Le cadavre de l'adolescent devient symbole de cette terre que les deux communautés, colons blancs et Maoris, se disputent à coups de pierres tombales et de lieux sacrés. Sa mort passe au second plan, ses restes deviennent l'enjeu d'une terrible bataille. Carl Nixon narre un combat désespéré, une lutte cruelle et pathétique dont l'enjeu est surréaliste. Les raisons du suicide de Mark passent au second plan, sa souffrance, son histoire, plus rien n'a d'importance, reste la hargne des vivants à capter son cadavre, alors qu'ils n'ont pas été capables de lui donner des raisons de vivre, de lui faire ressentir qu'il était unique et essentiel à leurs vies, sa dépouille devient objet de convoitise au point se s'affranchir de toute bienséance et respect dus aux morts. Elle se transforme en trophée, comme ces drapeaux qu'il faut aller chercher au cœur du camp ennemi pour démontrer sa force et son pouvoir.

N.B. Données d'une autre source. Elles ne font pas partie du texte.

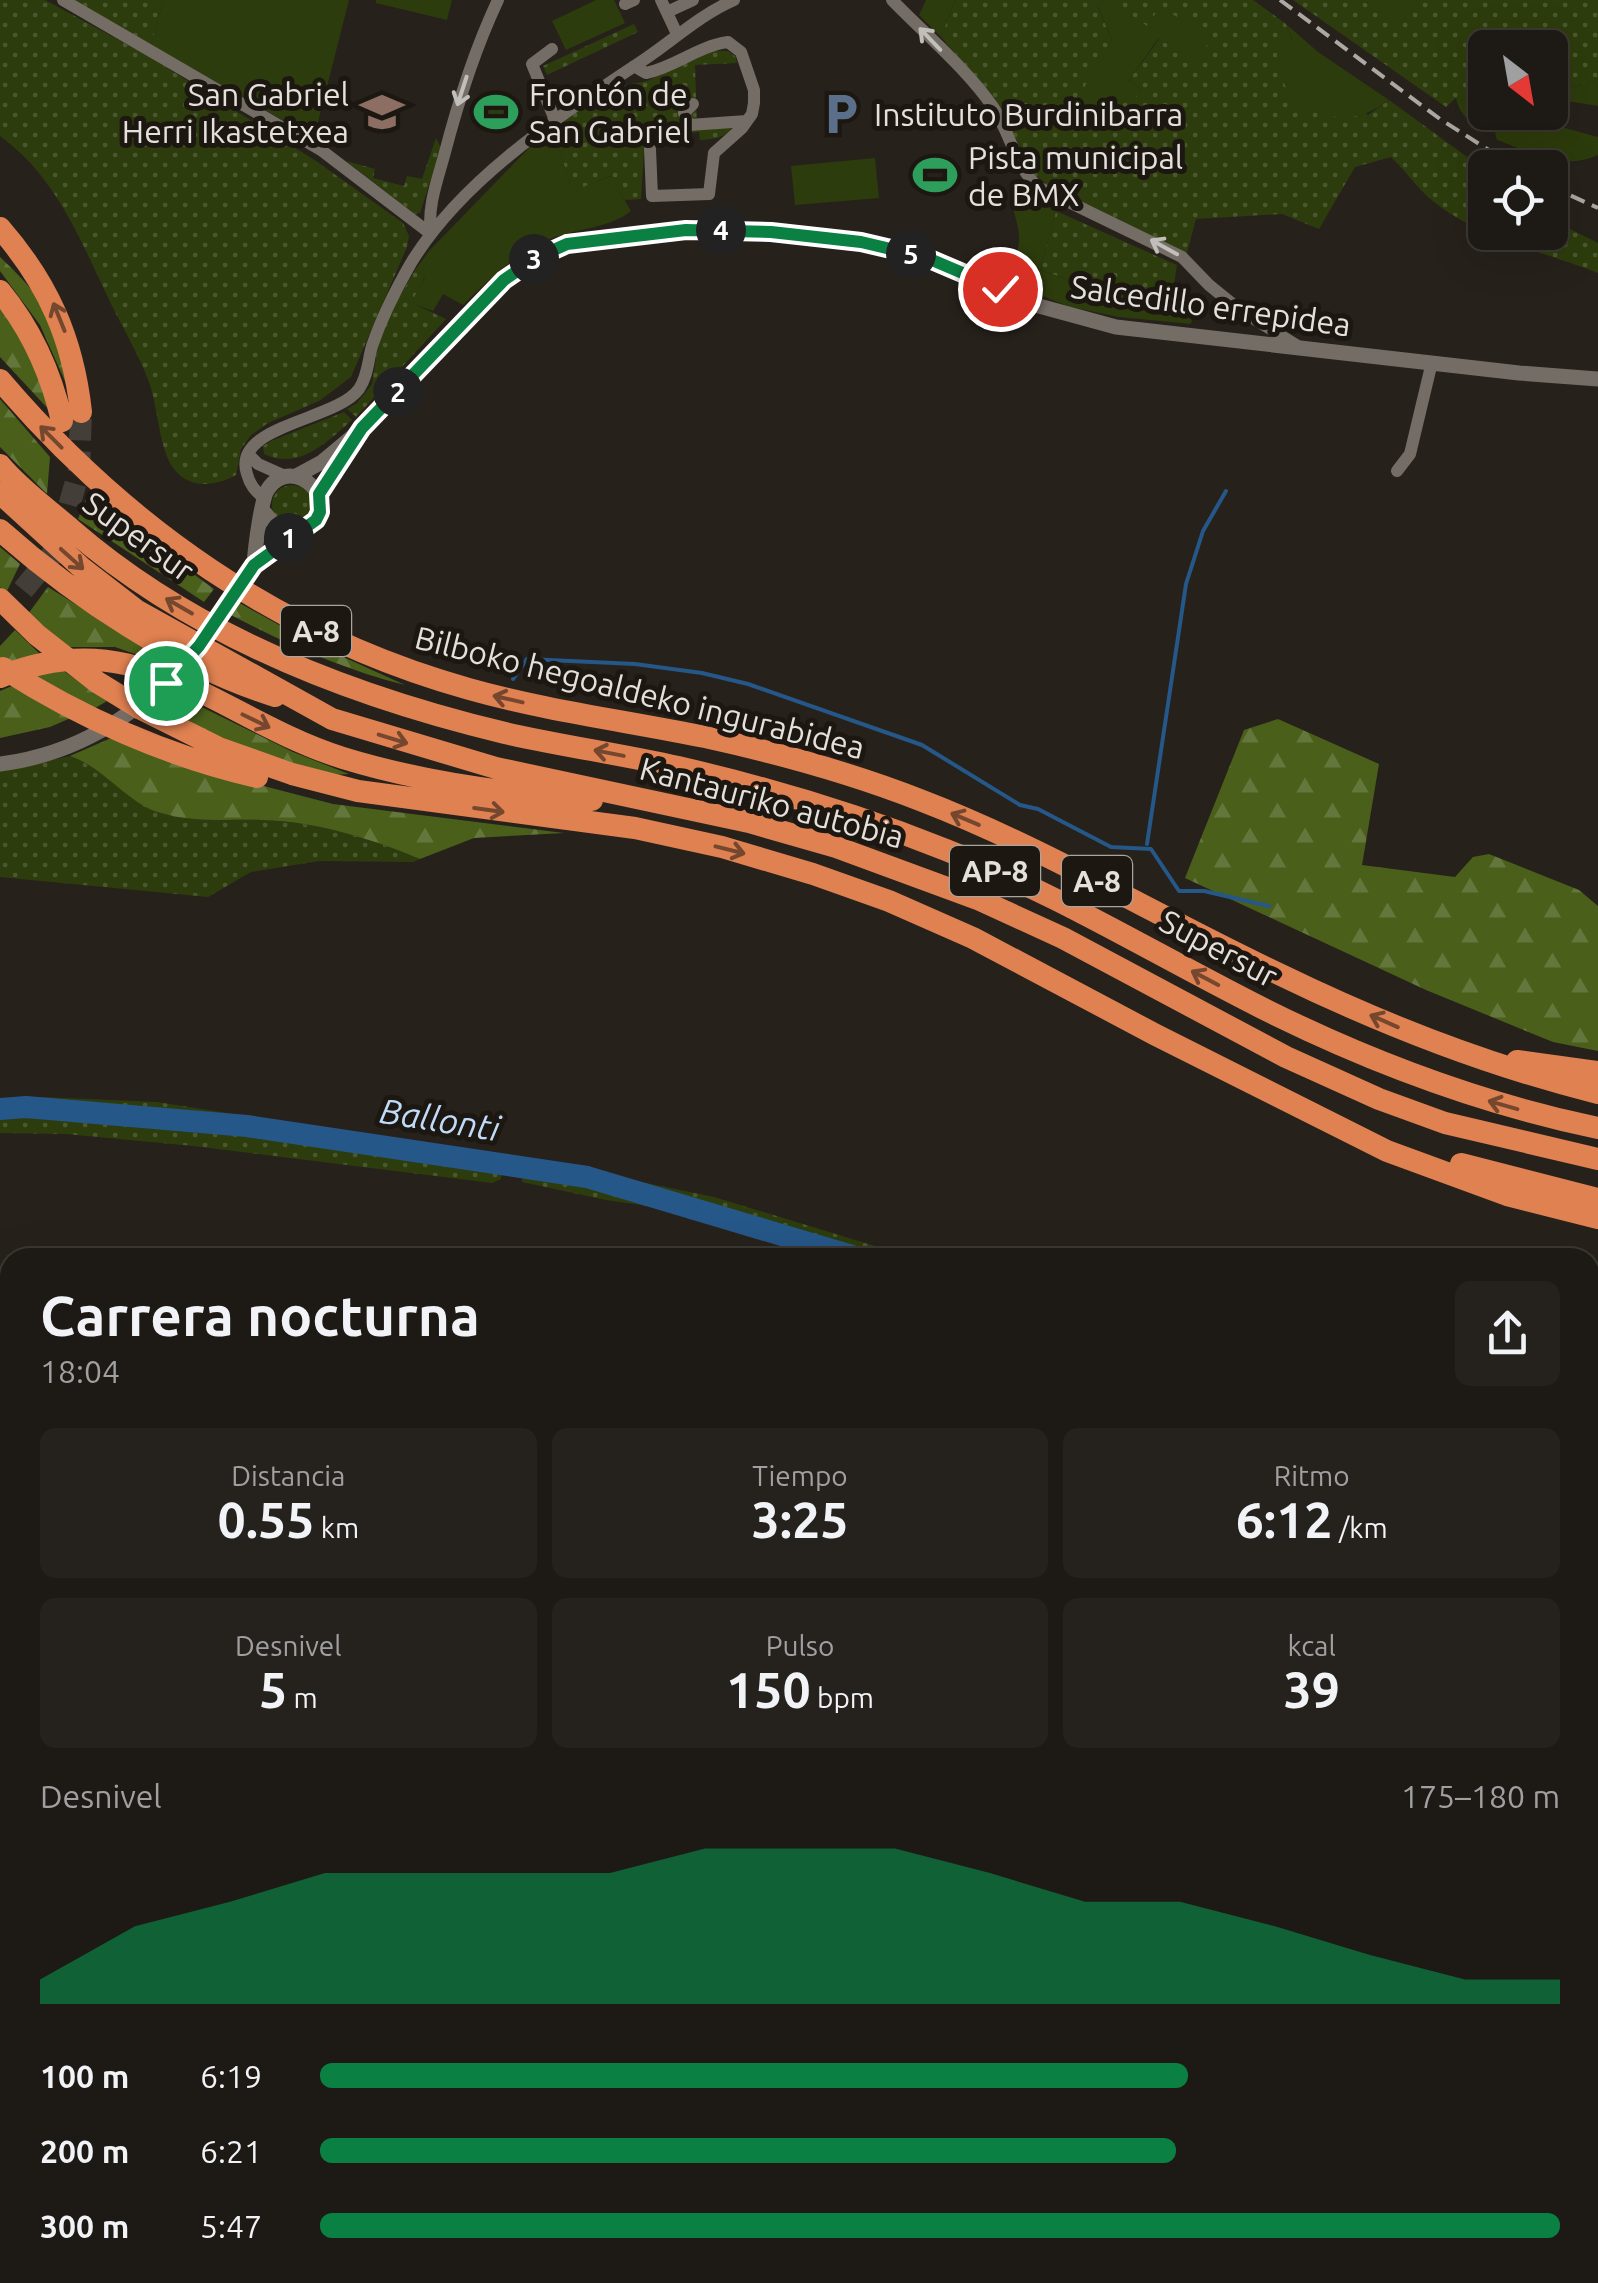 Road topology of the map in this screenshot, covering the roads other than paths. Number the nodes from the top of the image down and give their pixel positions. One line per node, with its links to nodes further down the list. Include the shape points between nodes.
1 (63, 0): 15 (street, via 321,150)
2 (498, 0): 15 (street, one-way to 15, via 458,102 432,201)
3 (694, 0): 6 (street)
4 (734, 0): 7 (street)
5 (892, 0): 17 (street, one-way to 5, via 1242,311 1182,257 1038,187 982,93)
6 (664, 6): 7 (street)
7 (677, 34): 9 (street)
8 (552, 49): 11 (street, via 532,64)
9 (634, 66): 11 (street); 12 (street, via 656,70 721,42 733,44 754,90)
10 (693, 104): 12 (street, via 684,113 689,125)
11 (555, 120): 15 (street, via 492,171)
12 (748, 121): 13 (street, via 714,153 709,194 652,196)
13 (650, 149)
14 (0, 228): 16 (highway, one-way to 14, via 72,417 78,382 62,321 26,257)
15 (431, 234): 22 (street, via 392,299 360,388 343,404 258,440)
16 (0, 292)
17 (1298, 346): 18 (street, Salcedillo errepidea); 21 (street, Salcedillo errepidea, via 1067,316 925,257 861,242 686,230 567,244 536,258 504,280)
18 (1432, 362): 19 (street, Salcedillo errepidea); 24 (street, via 1410,454)
19 (1598, 378)
20 (0, 380): 41 (highway, Bilboko hegoaldeko ingurabidea / A-8, one-way to 20, via 1280,975 1033,849 917,799 726,742 470,689 341,644 266,606 156,533 41,429)
21 (362, 428): 25 (street, via 322,462); 27 (street)
22 (249, 455): 25 (street); 28 (street, via 244,464)
23 (0, 465): 45 (highway, Supersur / AP-8, one-way to 23, via 1463,1094 1352,1050 1058,898 929,843 803,799 415,707 252,646 142,584)
24 (1397, 471)
25 (290, 476): 27 (street, via 306,479); 28 (street, via 271,484)
26 (0, 492): 37 (highway, Supersur, one-way to 37, via 136,610)
27 (319, 494): 30 (street, via 316,520)
28 (264, 505): 30 (street, via 278,530); 31 (street)
29 (0, 530): 37 (highway, via 141,631 247,687)
30 (295, 534): 31 (street)
31 (254, 565): 38 (street, via 199,646 130,713 84,741)
32 (23, 590): 34 (highway)
33 (0, 599): 39 (highway, via 38,636 140,710 219,748)
34 (0, 621)
35 (0, 666): 39 (highway, via 159,746 248,775 337,795)
36 (0, 676): 40 (highway, one-way to 40, via 48,660 108,659 167,677 287,736 368,765 511,792)
37 (302, 705): 40 (highway, Kantauriko autobia / A-8, one-way to 40, via 388,739)
38 (0, 764)
39 (358, 791): 44 (highway, one-way to 44, via 635,828 813,874 973,938)
40 (680, 807): 46 (highway, Kantauriko autobia / A-8, via 836,847 980,900 1268,1048 1444,1124)
41 (1474, 1055): 42 (highway); 43 (highway, Bilboko hegoaldeko ingurabidea / A-8)
42 (1598, 1072)
43 (1598, 1093)
44 (1305, 1108): 47 (highway, via 1458,1163); 48 (highway, via 1442,1172)
45 (1598, 1128)
46 (1598, 1160)
47 (1598, 1197)
48 (1598, 1218)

Les personnages sont touchants, décrits au plus intime, principalement Box, l'axe autour duquel gravite toute l'histoire. Sa fragilité, ses failles, son frère Paul qui est mort trop tôt, victime d'un accident, captif des eaux et qui ne repose pas en terre, de Dee, sa grand-mère qui est le totem vivant de la famille Saxton. La folie qui s'empare de Box est formidable, surhumaine, son errance en compagnie du corps de son fils auquel il parle comme à un compagnon de route qu'il faut rassurer et apaiser, magnifique et sordide. Sous le terre des Maoris est un très grand roman noir de deuils, de ceux impossibles à réaliser parce qu'absurdes. Mark pendu à une branche tel le fruit gâté d'une greffe ratée entre deux peuples qui ne savent cohabiter en vivant dans le respect et ne parviennent qu'à s'affronter pour conserver un mort. Ce livre est une gifle à tous ceux qui hurlent dès qu'on évoque le multi-culturalisme, les bienfaits de différentes influences. Lorsque chacun campe sur ses propres bases, refuse l'autre, le méprise, tout le monde perd un peu de son humanité.

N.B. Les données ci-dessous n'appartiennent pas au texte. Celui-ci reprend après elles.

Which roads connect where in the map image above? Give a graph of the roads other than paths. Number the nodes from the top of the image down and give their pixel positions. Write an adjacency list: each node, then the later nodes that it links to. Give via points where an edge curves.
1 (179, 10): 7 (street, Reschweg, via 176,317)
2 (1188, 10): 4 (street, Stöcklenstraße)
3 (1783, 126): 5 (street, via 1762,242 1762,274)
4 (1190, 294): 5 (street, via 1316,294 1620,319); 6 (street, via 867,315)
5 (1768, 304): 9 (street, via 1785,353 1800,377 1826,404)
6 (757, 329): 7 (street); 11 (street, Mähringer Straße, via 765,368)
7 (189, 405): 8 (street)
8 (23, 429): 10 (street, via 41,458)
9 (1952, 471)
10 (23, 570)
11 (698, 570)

C'est toute l'histoire d'une terre coupée en deux, de groupes ethniques incapables de dialoguer, prenant naturellement, comme dans tous ces cas de figure, le pli de plus d'intolérance encore, de plus d'intégrisme, comme un serpent venimeux se mord la queue, n'ayant pour aboutissement qu'une violence accrue dans une spirale infernale, jusqu'à cette tragédie de ne plus pouvoir pleurer simplement ensemble un enfant mort. Box est atterré, déprimé, mais sa rage prend le dessus, le motive, Tipène, réagit selon des codes, seules les femmes, assez effacées, laissent couler les larmes sur le pauvre cadavre devenu simple objet de discordeet de prééminence.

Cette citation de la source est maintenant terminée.